© JUNGE FREIHEIT Verlag GmbH & Co.  www.jungefreiheit.de    12/03 14. März 2003

 
Pankraz,
Graf Schönberg und die Verarmung in Anmut

Ziemlich witzig der Einfall der Süddeutschen Zeitung, in der Wochenendbeilage eine Serie mit dem Titel "Deutschland muß lernen, mit Anmut und Stil zu verarmen" zu starten und sie auch noch von einem waschechten Grafen Alexander von Schönberg schreiben zu lassen. Leider ist nach der ersten Folge zu befürchten, daß alles nicht so ernst gemeint ist, daß es sich vielmehr um einen Ratgeber für Journalisten und sonstige Medienleute handelt, denen gekündigt wurde und die nun trotz ausbleibender Gehalts- oder Garantiesummenzahlungen ihre Wohlstandsfassade, ihre "Würde" wahren wollen.

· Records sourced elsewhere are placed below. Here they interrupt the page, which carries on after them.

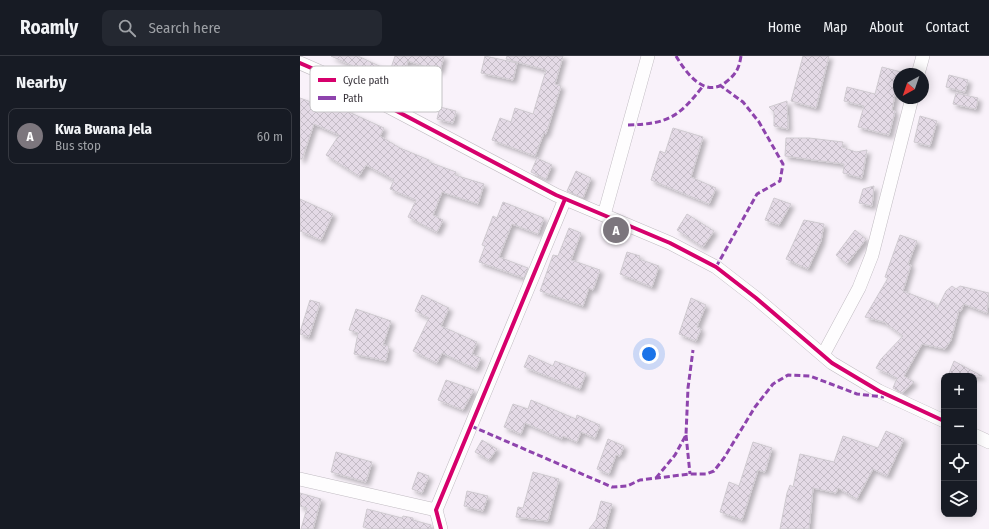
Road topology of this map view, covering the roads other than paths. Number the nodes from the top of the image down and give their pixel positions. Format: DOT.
graph roads {
  1 [pos="648,56"];
  2 [pos="923,56"];
  3 [pos="300,63"];
  4 [pos="310,67"];
  5 [pos="920,68"];
  6 [pos="910,104"];
  7 [pos="399,112"];
  8 [pos="566,199"];
  9 [pos="604,215"];
  10 [pos="823,355"];
  11 [pos="941,420"];
  12 [pos="977,436"];
  13 [pos="989,442"];
  14 [pos="300,479"];
  15 [pos="436,510"];
  16 [pos="441,529"];
  1 -- 9 [label="street"];
  2 -- 5 [label="street"];
  3 -- 4 [label="street"];
  6 -- 10 [label="street"];
  7 -- 8 [label="street"];
  8 -- 9 [label="street"];
  8 -- 15 [label="street"];
  9 -- 10 [label="street"];
  10 -- 11 [label="street"];
  12 -- 13 [label="street"];
  14 -- 15 [label="street"];
  15 -- 16 [label="street"];
}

Dazu wäre schon mal zu sagen: Wer mit buchstäblich allen Mitteln seine Wohlstandsfassade, den schönen Schein um sich herum, aufrechterhalten will, dem gelingt es gerade nicht, Würde zu wahren, der offenbart, daß er nur aus Fassade besteht und nichts dahinter ist. "Es ist schwer für einen leeren Sack, aufrecht zu stehen", wußte schon Aristophanes. Bloßer Schein hat mit Würde am wenigsten zu tun und folglich auch nichts mit Anmut und Stil.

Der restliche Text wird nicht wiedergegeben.